There are at least four potential limitations of OON price caps:

  1. For non-emergency care, providers could refuse to provide care for patients for whom they are out of network. 

Hospitals must provide emergency and stabilization care, but providers may refuse to provide care for patients in other situations.  For example, in February 2022, the Mayo Clinic in Minnesota announced that they would longer schedule appointments for OON Medicare Advantage patients unless federal law required its physicians to care for them.  More recently, UnitedHealthcare and the Mayo Clinic reached an agreement that would make Mayo Clinic in-network for enrollees in UnitedHealthcare Medicare Advantage plans. Nonetheless, as long as the OON cap is set above the marginal cost of providing care, hospitals will generally make money from seeing OON patients unless the hospital is capacity constrained and can replace OON patients with higher paying in-network patients.

  1. OON caps may be less effective in markets with “must-have” providers. 

With “must-have” provider, insurers must include that provider in their networks to have a commercially viable product – either due to network adequacy laws or because employers won’t purchase a plan without that provider.
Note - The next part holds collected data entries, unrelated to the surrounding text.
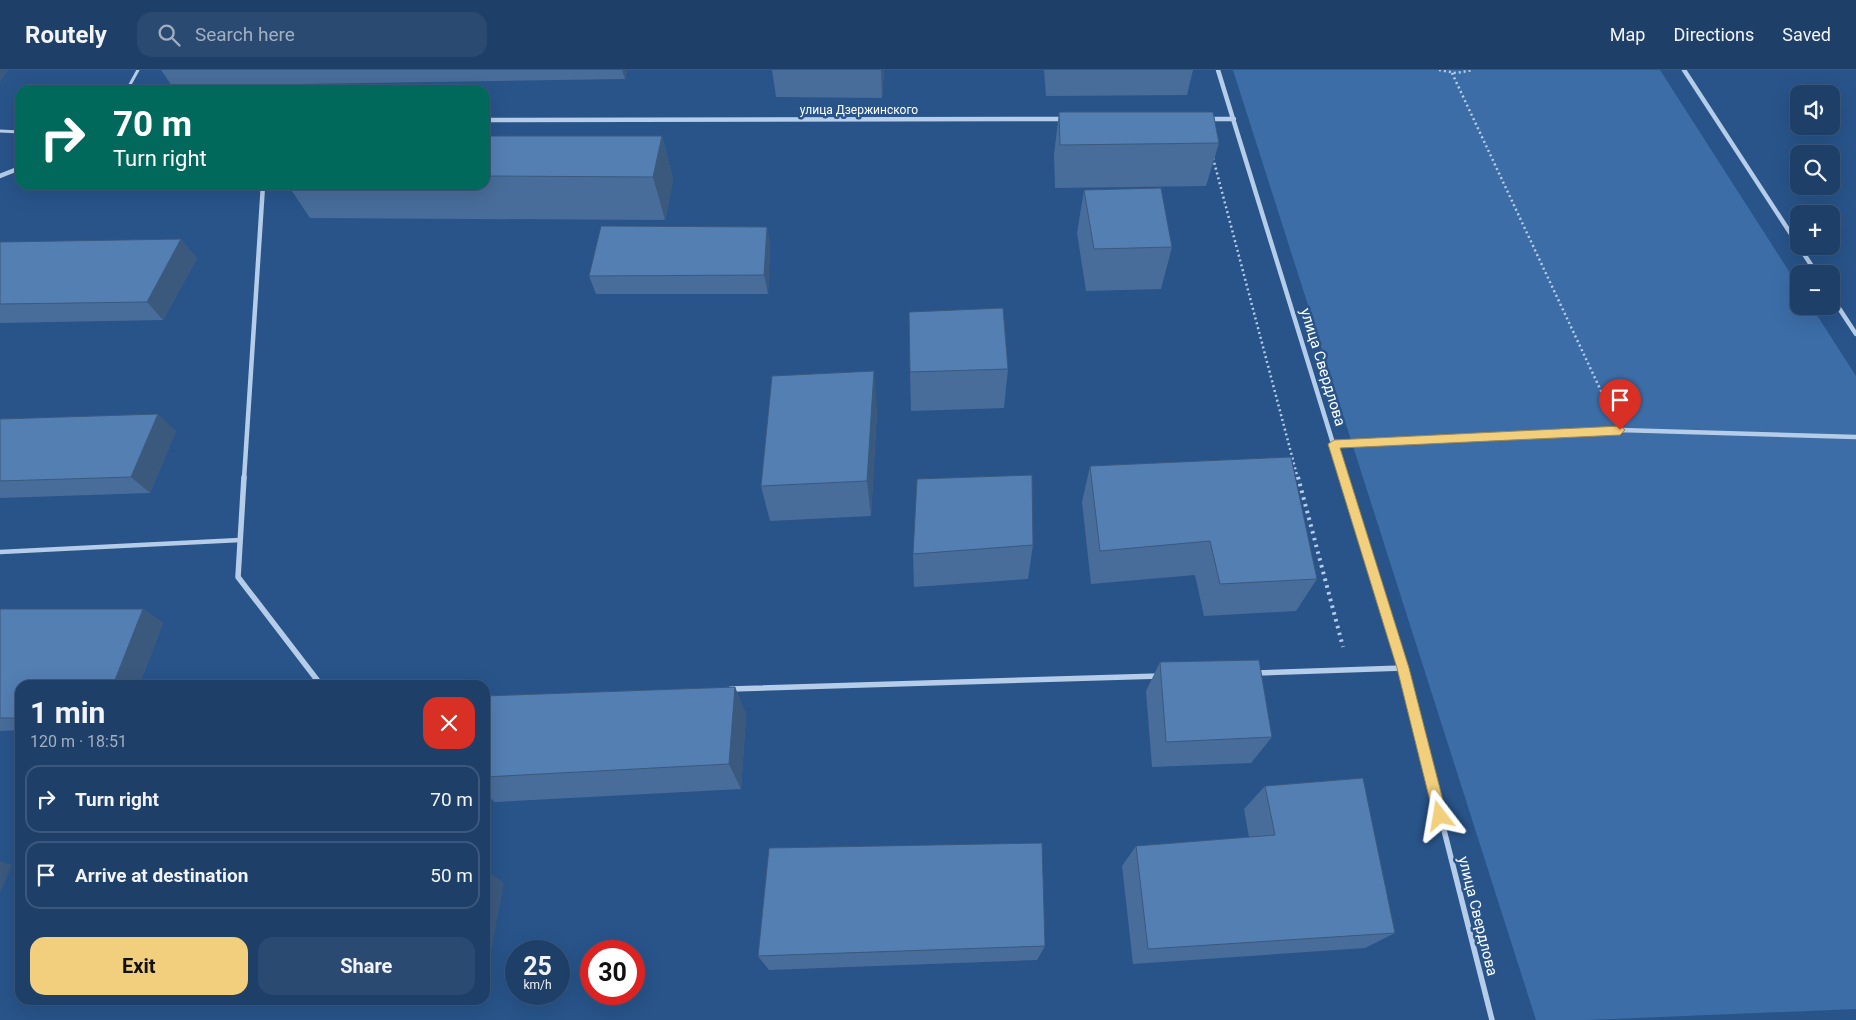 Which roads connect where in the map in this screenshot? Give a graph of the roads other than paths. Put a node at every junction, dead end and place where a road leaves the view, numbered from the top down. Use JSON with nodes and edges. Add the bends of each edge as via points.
{"nodes":[{"id":1,"x":138,"y":70,"type":"edge"},
{"id":2,"x":1218,"y":70,"type":"edge"},
{"id":3,"x":1684,"y":70,"type":"edge"},
{"id":4,"x":130,"y":85,"type":"edge"},
{"id":5,"x":1073,"y":119,"type":"edge"},
{"id":6,"x":1202,"y":119,"type":"edge"},
{"id":7,"x":1234,"y":119,"type":"junction"},
{"id":8,"x":490,"y":120,"type":"edge"},
{"id":9,"x":0,"y":131,"type":"edge"},
{"id":10,"x":15,"y":132,"type":"edge"},
{"id":11,"x":15,"y":170,"type":"edge"},
{"id":12,"x":0,"y":176,"type":"edge"},
{"id":13,"x":263,"y":190,"type":"edge"},
{"id":14,"x":1811,"y":265,"type":"edge"},
{"id":15,"x":1840,"y":310,"type":"edge"},
{"id":16,"x":1856,"y":334,"type":"edge"},
{"id":17,"x":1856,"y":436,"type":"edge"},
{"id":18,"x":1334,"y":444,"type":"junction"},
{"id":19,"x":240,"y":540,"type":"junction"},
{"id":20,"x":0,"y":552,"type":"edge"},
{"id":21,"x":1403,"y":668,"type":"junction"},
{"id":22,"x":1250,"y":673,"type":"edge"},
{"id":23,"x":1170,"y":676,"type":"edge"},
{"id":24,"x":317,"y":680,"type":"edge"},
{"id":25,"x":723,"y":690,"type":"edge"},
{"id":26,"x":1492,"y":1020,"type":"edge"}],
"edges":[{"from":1,"to":4,"type":"lane"},
{"from":2,"to":7,"type":"street","name":"улица Свердлова"},
{"from":3,"to":14,"type":"street"},
{"from":5,"to":8,"type":"street","name":"улица Дзержинского"},
{"from":6,"to":7,"type":"street"},
{"from":7,"to":18,"type":"street","name":"улица Свердлова"},
{"from":9,"to":10,"type":"lane"},
{"from":11,"to":12,"type":"street"},
{"from":13,"to":19,"type":"street"},
{"from":15,"to":16,"type":"street"},
{"from":17,"to":18,"type":"street","via":[[1620,430]]},
{"from":18,"to":21,"type":"street","name":"улица Свердлова"},
{"from":19,"to":20,"type":"lane"},
{"from":19,"to":24,"type":"street","via":[[238,576]]},
{"from":21,"to":22,"type":"street"},
{"from":21,"to":26,"type":"street","name":"улица Свердлова"},
{"from":23,"to":25,"type":"street"}]}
Since these providers will not be out-of-network, an OON cap is essentially irrelevant and “must-have” providers can likely demand rates in excess of the cap.

Perhaps the best example of this dynamic occurred in the market for dialysis services where two entities (DaVita and Fresenius) have a combined 75% market share, with other providers in the low single digit market share.  Researchers found that this dominant position, coupled with network adequacy requirements, and likely all-or-nothing contracting terms demanded by the dialysis providers resulted in in-network payment rates by MA plans that were 27% higher than Medicare FFS rates. The rates were also significantly higher (131% Medicare FFS rates) for large dialysis organizations than for independently owned facilities (112% Medicare FFS rates). In response, Medicare relaxed network adequacy requirements for dialysis clinics as of January 2021, but it remains unknown if in-network MA negotiated prices dropped or will drop as a result.
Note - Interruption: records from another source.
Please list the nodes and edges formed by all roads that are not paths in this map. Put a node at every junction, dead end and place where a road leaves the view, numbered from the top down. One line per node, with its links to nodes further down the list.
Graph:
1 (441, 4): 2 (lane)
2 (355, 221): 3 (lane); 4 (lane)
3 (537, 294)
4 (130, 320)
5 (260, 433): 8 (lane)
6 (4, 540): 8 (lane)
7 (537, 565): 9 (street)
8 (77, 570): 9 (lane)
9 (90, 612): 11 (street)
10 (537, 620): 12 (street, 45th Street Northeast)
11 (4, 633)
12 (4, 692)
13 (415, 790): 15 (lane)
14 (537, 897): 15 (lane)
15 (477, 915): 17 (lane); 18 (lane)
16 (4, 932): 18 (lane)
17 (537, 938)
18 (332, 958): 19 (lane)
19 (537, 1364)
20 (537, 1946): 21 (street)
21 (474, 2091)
  1. OON price caps may reduce the number of hospitals or providers participating in insurer networks or, if rates are set too low, may cause service line or facility closures. 
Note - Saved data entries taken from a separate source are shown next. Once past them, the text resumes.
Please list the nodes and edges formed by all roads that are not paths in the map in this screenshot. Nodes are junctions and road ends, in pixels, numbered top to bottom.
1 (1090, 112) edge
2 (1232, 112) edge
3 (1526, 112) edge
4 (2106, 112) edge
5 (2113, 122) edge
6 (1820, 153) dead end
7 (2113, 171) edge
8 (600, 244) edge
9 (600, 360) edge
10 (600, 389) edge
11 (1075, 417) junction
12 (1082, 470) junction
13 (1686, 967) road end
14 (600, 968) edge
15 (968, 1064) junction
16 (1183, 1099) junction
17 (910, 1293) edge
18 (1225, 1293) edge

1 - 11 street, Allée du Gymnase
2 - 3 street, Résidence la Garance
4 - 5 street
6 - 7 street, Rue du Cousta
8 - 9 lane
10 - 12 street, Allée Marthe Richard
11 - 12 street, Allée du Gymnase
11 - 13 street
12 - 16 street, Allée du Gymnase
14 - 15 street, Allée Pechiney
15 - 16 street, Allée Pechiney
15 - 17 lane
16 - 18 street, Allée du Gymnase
For instance, a recent study found that a reduction in OON prices by 50% might reduce the share of hospitals participating in insurer networks by 15 percentage points. These concerns, however, may be minimal if policymakers are careful to set OON caps that exceed the marginal cost of providing care.  Furthermore, if policymakers set OON caps that are relatively high (e.g. near the median commercial rate) and slowly reduce them over time, that would allow policymakers to monitor impact and minimize disruptions to the delivery system that could result from sudden price reductions.. 

  1. Fourth, while OON caps increase the negotiation leverage of insurers, there is no guarantee that those savings will be passed to consumers, especially in markets with dominant insurers. 

This concern applies to nearly all of the provider rate restriction models and may be particularly problematic in markets with concentrated insurers. The ACA requires insurers to spend a minimum percentage of premiums on medical care. Specifically, individual and small group insurance plans must have an annual minimum medical loss ratio (MLR) of 80% and large group plans must have a minimum MLR of 85%. These restrictions may cause insurers to pass savings on to plan sponsors, but policymakers likely want to monitor the impact of OON caps on premiums and cost-sharing and impose additional restrictions if they suspect the caps are increasing the profitability of insurers without significant cost savings to employers and patients.